PROBLEM DESCRIPTION: Restate the following data in its entirety, word for word and without images.

RAW DATA Block Start

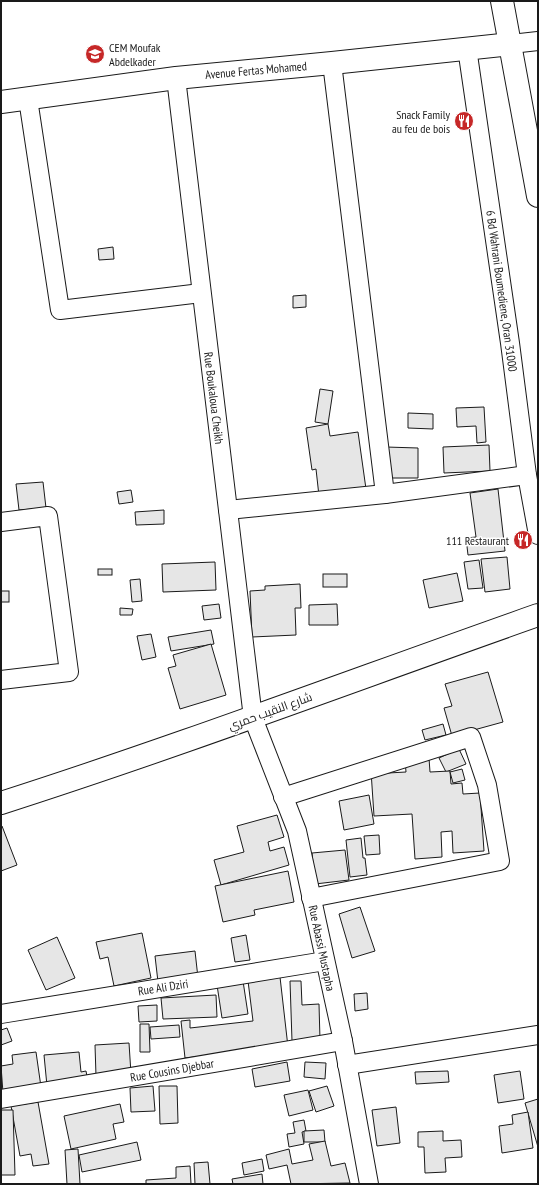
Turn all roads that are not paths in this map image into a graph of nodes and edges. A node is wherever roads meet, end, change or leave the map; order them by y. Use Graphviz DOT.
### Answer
graph roads {
  1 [pos="502,1"];
  2 [pos="538,41"];
  3 [pos="511,44"];
  4 [pos="467,48"];
  5 [pos="332,63"];
  6 [pos="176,78"];
  7 [pos="28,99"];
  8 [pos="1,102"];
  9 [pos="538,196"];
  10 [pos="201,293"];
  11 [pos="526,475"];
  12 [pos="385,494"];
  13 [pos="228,510"];
  14 [pos="1,522"];
  15 [pos="538,535"];
  16 [pos="538,615"];
  17 [pos="1,680"];
  18 [pos="254,718"];
  19 [pos="283,797"];
  20 [pos="1,803"];
  21 [pos="312,898"];
  22 [pos="325,961"];
  23 [pos="1,1014"];
  24 [pos="538,1035"];
  25 [pos="342,1041"];
  26 [pos="347,1065"];
  27 [pos="1,1099"];
  28 [pos="370,1184"];
  1 -- 3 [label="main road"];
  2 -- 3 [label="street"];
  3 -- 4 [label="main road, Avenue Fertas Mohamed"];
  3 -- 9 [label="main road"];
  4 -- 5 [label="main road, Avenue Fertas Mohamed"];
  4 -- 11 [label="street, 6 Bd Wahrani Boumediene, Oran 31000"];
  5 -- 6 [label="main road, Avenue Fertas Mohamed"];
  5 -- 12 [label="street"];
  6 -- 7 [label="main road, Avenue Fertas Mohamed"];
  6 -- 10 [label="street, Rue Boukaloua Cheikh"];
  7 -- 8 [label="main road, Avenue Fertas Mohamed"];
  7 -- 10 [label="street"];
  10 -- 13 [label="street, Rue Boukaloua Cheikh"];
  11 -- 12 [label="street"];
  11 -- 15 [label="street, 6 Bd Wahrani Boumediene, Oran 31000"];
  12 -- 13 [label="street"];
  13 -- 18 [label="street, Rue Boukaloua Cheikh"];
  14 -- 17 [label="street"];
  16 -- 18 [label="main road, شارع النقيب حمري"];
  18 -- 19 [label="street, Rue Abassi Mustapha"];
  18 -- 20 [label="main road, شارع النقيب حمري"];
  19 -- 21 [label="street, Rue Abassi Mustapha"];
  19 -- 21 [label="street"];
  21 -- 22 [label="street, Rue Abassi Mustapha"];
  22 -- 23 [label="street, Rue Ali Dziri"];
  22 -- 25 [label="street, Rue Abassi Mustapha"];
  24 -- 26 [label="street"];
  25 -- 26 [label="street, Rue Abassi Mustapha"];
  25 -- 27 [label="street, Rue Cousins Djebbar"];
  26 -- 28 [label="street, Rue Abassi Mustapha"];
}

RAW DATA Block End

OUTPUT:
Turn all roads that are not paths in this map image into a graph of nodes and edges. A node is wherever roads meet, end, change or leave the map; order them by y. Use Graphviz DOT.
### Answer
graph roads {
  1 [pos="502,1"];
  2 [pos="538,41"];
  3 [pos="511,44"];
  4 [pos="467,48"];
  5 [pos="332,63"];
  6 [pos="176,78"];
  7 [pos="28,99"];
  8 [pos="1,102"];
  9 [pos="538,196"];
  10 [pos="201,293"];
  11 [pos="526,475"];
  12 [pos="385,494"];
  13 [pos="228,510"];
  14 [pos="1,522"];
  15 [pos="538,535"];
  16 [pos="538,615"];
  17 [pos="1,680"];
  18 [pos="254,718"];
  19 [pos="283,797"];
  20 [pos="1,803"];
  21 [pos="312,898"];
  22 [pos="325,961"];
  23 [pos="1,1014"];
  24 [pos="538,1035"];
  25 [pos="342,1041"];
  26 [pos="347,1065"];
  27 [pos="1,1099"];
  28 [pos="370,1184"];
  1 -- 3 [label="main road"];
  2 -- 3 [label="street"];
  3 -- 4 [label="main road, Avenue Fertas Mohamed"];
  3 -- 9 [label="main road"];
  4 -- 5 [label="main road, Avenue Fertas Mohamed"];
  4 -- 11 [label="street, 6 Bd Wahrani Boumediene, Oran 31000"];
  5 -- 6 [label="main road, Avenue Fertas Mohamed"];
  5 -- 12 [label="street"];
  6 -- 7 [label="main road, Avenue Fertas Mohamed"];
  6 -- 10 [label="street, Rue Boukaloua Cheikh"];
  7 -- 8 [label="main road, Avenue Fertas Mohamed"];
  7 -- 10 [label="street"];
  10 -- 13 [label="street, Rue Boukaloua Cheikh"];
  11 -- 12 [label="street"];
  11 -- 15 [label="street, 6 Bd Wahrani Boumediene, Oran 31000"];
  12 -- 13 [label="street"];
  13 -- 18 [label="street, Rue Boukaloua Cheikh"];
  14 -- 17 [label="street"];
  16 -- 18 [label="main road, شارع النقيب حمري"];
  18 -- 19 [label="street, Rue Abassi Mustapha"];
  18 -- 20 [label="main road, شارع النقيب حمري"];
  19 -- 21 [label="street, Rue Abassi Mustapha"];
  19 -- 21 [label="street"];
  21 -- 22 [label="street, Rue Abassi Mustapha"];
  22 -- 23 [label="street, Rue Ali Dziri"];
  22 -- 25 [label="street, Rue Abassi Mustapha"];
  24 -- 26 [label="street"];
  25 -- 26 [label="street, Rue Abassi Mustapha"];
  25 -- 27 [label="street, Rue Cousins Djebbar"];
  26 -- 28 [label="street, Rue Abassi Mustapha"];
}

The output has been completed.